(Saved entries)
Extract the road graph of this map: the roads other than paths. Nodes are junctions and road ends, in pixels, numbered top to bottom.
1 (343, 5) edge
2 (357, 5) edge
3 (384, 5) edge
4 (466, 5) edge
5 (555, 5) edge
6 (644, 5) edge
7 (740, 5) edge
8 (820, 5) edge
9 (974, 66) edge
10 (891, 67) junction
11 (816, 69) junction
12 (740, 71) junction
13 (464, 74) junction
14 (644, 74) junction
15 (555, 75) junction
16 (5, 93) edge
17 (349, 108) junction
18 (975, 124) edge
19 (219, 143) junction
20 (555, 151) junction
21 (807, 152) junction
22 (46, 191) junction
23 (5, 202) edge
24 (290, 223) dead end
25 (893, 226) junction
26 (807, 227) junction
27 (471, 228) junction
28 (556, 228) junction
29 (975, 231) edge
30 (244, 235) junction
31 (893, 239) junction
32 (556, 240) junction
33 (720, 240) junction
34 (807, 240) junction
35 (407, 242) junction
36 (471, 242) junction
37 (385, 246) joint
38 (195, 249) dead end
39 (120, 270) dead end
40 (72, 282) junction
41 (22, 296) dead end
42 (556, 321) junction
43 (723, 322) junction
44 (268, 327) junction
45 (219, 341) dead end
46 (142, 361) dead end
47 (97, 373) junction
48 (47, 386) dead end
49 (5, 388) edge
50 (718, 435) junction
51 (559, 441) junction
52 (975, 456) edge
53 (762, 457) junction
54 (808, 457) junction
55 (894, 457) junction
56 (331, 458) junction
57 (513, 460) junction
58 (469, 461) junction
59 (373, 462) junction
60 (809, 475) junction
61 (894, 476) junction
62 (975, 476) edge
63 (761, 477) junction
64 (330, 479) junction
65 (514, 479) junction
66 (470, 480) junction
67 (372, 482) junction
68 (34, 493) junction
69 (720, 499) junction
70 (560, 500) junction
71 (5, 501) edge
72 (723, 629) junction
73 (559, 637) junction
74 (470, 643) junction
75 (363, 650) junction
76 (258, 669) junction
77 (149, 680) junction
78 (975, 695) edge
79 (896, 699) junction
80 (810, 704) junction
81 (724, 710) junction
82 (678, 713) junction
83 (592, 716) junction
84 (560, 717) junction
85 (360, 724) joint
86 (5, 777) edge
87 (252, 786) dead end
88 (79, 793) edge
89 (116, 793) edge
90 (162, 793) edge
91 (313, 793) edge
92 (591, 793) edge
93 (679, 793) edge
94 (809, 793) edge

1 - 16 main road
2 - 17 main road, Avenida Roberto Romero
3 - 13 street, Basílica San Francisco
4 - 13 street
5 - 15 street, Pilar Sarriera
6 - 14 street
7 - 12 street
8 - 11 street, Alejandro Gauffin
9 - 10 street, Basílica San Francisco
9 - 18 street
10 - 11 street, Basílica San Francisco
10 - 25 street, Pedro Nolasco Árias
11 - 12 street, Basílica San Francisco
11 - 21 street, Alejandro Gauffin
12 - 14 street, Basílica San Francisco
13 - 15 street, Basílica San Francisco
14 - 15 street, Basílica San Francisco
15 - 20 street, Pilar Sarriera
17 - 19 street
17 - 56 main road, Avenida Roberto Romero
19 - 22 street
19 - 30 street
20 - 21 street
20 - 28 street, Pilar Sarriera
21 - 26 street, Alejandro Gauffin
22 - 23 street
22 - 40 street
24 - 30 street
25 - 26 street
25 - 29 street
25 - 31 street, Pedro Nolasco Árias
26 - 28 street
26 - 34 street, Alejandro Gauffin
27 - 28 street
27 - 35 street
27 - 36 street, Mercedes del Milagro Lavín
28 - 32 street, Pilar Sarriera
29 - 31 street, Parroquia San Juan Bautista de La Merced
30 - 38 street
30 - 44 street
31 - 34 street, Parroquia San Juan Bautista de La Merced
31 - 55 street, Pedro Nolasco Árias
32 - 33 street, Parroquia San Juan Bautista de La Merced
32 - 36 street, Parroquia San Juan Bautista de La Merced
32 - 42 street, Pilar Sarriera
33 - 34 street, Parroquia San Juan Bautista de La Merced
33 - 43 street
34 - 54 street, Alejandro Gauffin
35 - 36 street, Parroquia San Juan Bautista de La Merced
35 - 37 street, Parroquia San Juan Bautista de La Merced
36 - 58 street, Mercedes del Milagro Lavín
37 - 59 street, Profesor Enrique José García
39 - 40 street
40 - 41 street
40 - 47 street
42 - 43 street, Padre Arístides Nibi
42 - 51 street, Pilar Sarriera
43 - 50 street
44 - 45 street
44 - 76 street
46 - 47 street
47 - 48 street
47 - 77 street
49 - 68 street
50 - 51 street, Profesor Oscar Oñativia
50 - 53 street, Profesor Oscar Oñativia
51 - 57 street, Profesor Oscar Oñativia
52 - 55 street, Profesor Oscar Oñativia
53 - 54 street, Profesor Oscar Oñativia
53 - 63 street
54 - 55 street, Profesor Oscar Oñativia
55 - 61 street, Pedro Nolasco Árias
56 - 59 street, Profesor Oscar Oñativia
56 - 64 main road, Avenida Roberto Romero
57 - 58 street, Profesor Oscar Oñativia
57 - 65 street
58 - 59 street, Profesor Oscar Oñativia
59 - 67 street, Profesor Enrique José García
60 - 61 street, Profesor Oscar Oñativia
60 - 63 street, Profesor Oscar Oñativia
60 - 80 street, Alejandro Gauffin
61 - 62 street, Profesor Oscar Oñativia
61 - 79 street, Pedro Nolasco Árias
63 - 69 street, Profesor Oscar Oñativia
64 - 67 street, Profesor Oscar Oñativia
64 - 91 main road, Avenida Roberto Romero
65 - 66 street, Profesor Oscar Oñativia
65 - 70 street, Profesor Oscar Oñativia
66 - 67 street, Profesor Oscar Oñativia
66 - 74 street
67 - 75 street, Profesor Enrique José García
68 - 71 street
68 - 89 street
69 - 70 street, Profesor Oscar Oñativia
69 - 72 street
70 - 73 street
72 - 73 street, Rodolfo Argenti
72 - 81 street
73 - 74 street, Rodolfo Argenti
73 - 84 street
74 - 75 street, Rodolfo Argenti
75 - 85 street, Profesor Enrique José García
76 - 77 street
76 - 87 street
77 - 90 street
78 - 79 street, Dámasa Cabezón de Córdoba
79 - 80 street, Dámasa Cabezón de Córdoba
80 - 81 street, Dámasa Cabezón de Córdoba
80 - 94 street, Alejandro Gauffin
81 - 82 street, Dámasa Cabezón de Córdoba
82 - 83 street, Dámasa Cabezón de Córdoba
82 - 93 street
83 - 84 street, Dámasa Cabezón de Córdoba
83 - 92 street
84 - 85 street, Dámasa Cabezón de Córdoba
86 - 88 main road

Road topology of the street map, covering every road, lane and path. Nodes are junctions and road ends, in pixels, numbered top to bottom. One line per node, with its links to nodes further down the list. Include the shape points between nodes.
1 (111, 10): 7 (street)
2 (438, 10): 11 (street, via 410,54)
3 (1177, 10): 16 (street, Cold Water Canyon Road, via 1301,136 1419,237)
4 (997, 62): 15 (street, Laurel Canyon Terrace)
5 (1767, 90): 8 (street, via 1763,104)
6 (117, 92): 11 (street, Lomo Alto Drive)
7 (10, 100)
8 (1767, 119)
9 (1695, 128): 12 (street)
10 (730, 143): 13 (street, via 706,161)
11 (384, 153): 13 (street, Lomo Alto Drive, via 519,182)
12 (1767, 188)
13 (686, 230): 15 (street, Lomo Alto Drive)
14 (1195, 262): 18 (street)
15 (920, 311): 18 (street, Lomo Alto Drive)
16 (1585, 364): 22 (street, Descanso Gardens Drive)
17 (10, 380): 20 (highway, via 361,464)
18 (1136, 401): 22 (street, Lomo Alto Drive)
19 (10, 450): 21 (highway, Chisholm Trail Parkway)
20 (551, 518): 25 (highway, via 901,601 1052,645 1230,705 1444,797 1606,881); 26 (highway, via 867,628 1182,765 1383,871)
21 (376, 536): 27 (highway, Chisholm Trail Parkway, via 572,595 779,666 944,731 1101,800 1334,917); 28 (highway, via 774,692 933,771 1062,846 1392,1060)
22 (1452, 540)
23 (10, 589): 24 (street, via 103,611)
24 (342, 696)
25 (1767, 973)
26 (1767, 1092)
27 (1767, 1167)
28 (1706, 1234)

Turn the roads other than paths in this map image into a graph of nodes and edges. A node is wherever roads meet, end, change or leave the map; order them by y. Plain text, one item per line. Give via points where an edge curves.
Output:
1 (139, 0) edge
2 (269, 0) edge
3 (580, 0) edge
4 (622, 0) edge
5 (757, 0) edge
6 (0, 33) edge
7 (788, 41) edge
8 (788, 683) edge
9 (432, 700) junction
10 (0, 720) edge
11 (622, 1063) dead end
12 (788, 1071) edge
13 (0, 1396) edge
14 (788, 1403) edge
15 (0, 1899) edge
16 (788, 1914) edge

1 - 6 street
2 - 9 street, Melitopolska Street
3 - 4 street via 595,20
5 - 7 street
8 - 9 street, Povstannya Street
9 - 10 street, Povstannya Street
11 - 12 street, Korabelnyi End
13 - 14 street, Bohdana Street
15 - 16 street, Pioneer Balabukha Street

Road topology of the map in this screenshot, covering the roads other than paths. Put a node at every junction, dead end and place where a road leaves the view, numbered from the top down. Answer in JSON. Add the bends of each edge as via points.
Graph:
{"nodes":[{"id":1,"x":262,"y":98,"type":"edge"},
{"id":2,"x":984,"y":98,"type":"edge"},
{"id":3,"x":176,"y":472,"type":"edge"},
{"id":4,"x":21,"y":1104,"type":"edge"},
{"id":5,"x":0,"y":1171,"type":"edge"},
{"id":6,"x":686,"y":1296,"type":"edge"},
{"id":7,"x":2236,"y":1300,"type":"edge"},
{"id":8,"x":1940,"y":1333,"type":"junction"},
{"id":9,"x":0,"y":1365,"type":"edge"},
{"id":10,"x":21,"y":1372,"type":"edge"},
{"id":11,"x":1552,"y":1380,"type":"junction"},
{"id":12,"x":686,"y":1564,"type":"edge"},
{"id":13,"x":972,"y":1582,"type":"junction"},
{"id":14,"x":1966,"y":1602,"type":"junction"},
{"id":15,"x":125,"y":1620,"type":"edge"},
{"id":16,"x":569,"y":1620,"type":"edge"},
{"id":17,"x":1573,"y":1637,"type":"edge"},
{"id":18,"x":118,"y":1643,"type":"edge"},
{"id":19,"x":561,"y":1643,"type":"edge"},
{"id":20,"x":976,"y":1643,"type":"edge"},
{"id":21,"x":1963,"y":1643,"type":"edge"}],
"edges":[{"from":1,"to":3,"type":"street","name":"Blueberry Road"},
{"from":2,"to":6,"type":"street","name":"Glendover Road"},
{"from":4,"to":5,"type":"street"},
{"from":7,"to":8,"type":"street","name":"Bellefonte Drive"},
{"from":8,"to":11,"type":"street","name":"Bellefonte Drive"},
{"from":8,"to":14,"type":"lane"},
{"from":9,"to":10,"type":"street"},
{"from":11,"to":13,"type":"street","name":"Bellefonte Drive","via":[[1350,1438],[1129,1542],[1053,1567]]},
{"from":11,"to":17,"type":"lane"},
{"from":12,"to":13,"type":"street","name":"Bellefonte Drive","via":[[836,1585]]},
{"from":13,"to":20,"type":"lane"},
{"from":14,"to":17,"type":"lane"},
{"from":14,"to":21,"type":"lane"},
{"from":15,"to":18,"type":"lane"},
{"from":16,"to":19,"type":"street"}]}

Instructions to follow
Every line above from the line with "Turn the roads" to the line with "Road topology of the map", both included, must be reproduced exactly, and no other line may appear.

Output for this exercise
Turn the roads other than paths in this map image into a graph of nodes and edges. A node is wherever roads meet, end, change or leave the map; order them by y. Plain text, one item per line. Give via points where an edge curves.
Output:
1 (139, 0) edge
2 (269, 0) edge
3 (580, 0) edge
4 (622, 0) edge
5 (757, 0) edge
6 (0, 33) edge
7 (788, 41) edge
8 (788, 683) edge
9 (432, 700) junction
10 (0, 720) edge
11 (622, 1063) dead end
12 (788, 1071) edge
13 (0, 1396) edge
14 (788, 1403) edge
15 (0, 1899) edge
16 (788, 1914) edge

1 - 6 street
2 - 9 street, Melitopolska Street
3 - 4 street via 595,20
5 - 7 street
8 - 9 street, Povstannya Street
9 - 10 street, Povstannya Street
11 - 12 street, Korabelnyi End
13 - 14 street, Bohdana Street
15 - 16 street, Pioneer Balabukha Street

Road topology of the map in this screenshot, covering the roads other than paths. Put a node at every junction, dead end and place where a road leaves the view, numbered from the top down. Answer in JSON. Add the bends of each edge as via points.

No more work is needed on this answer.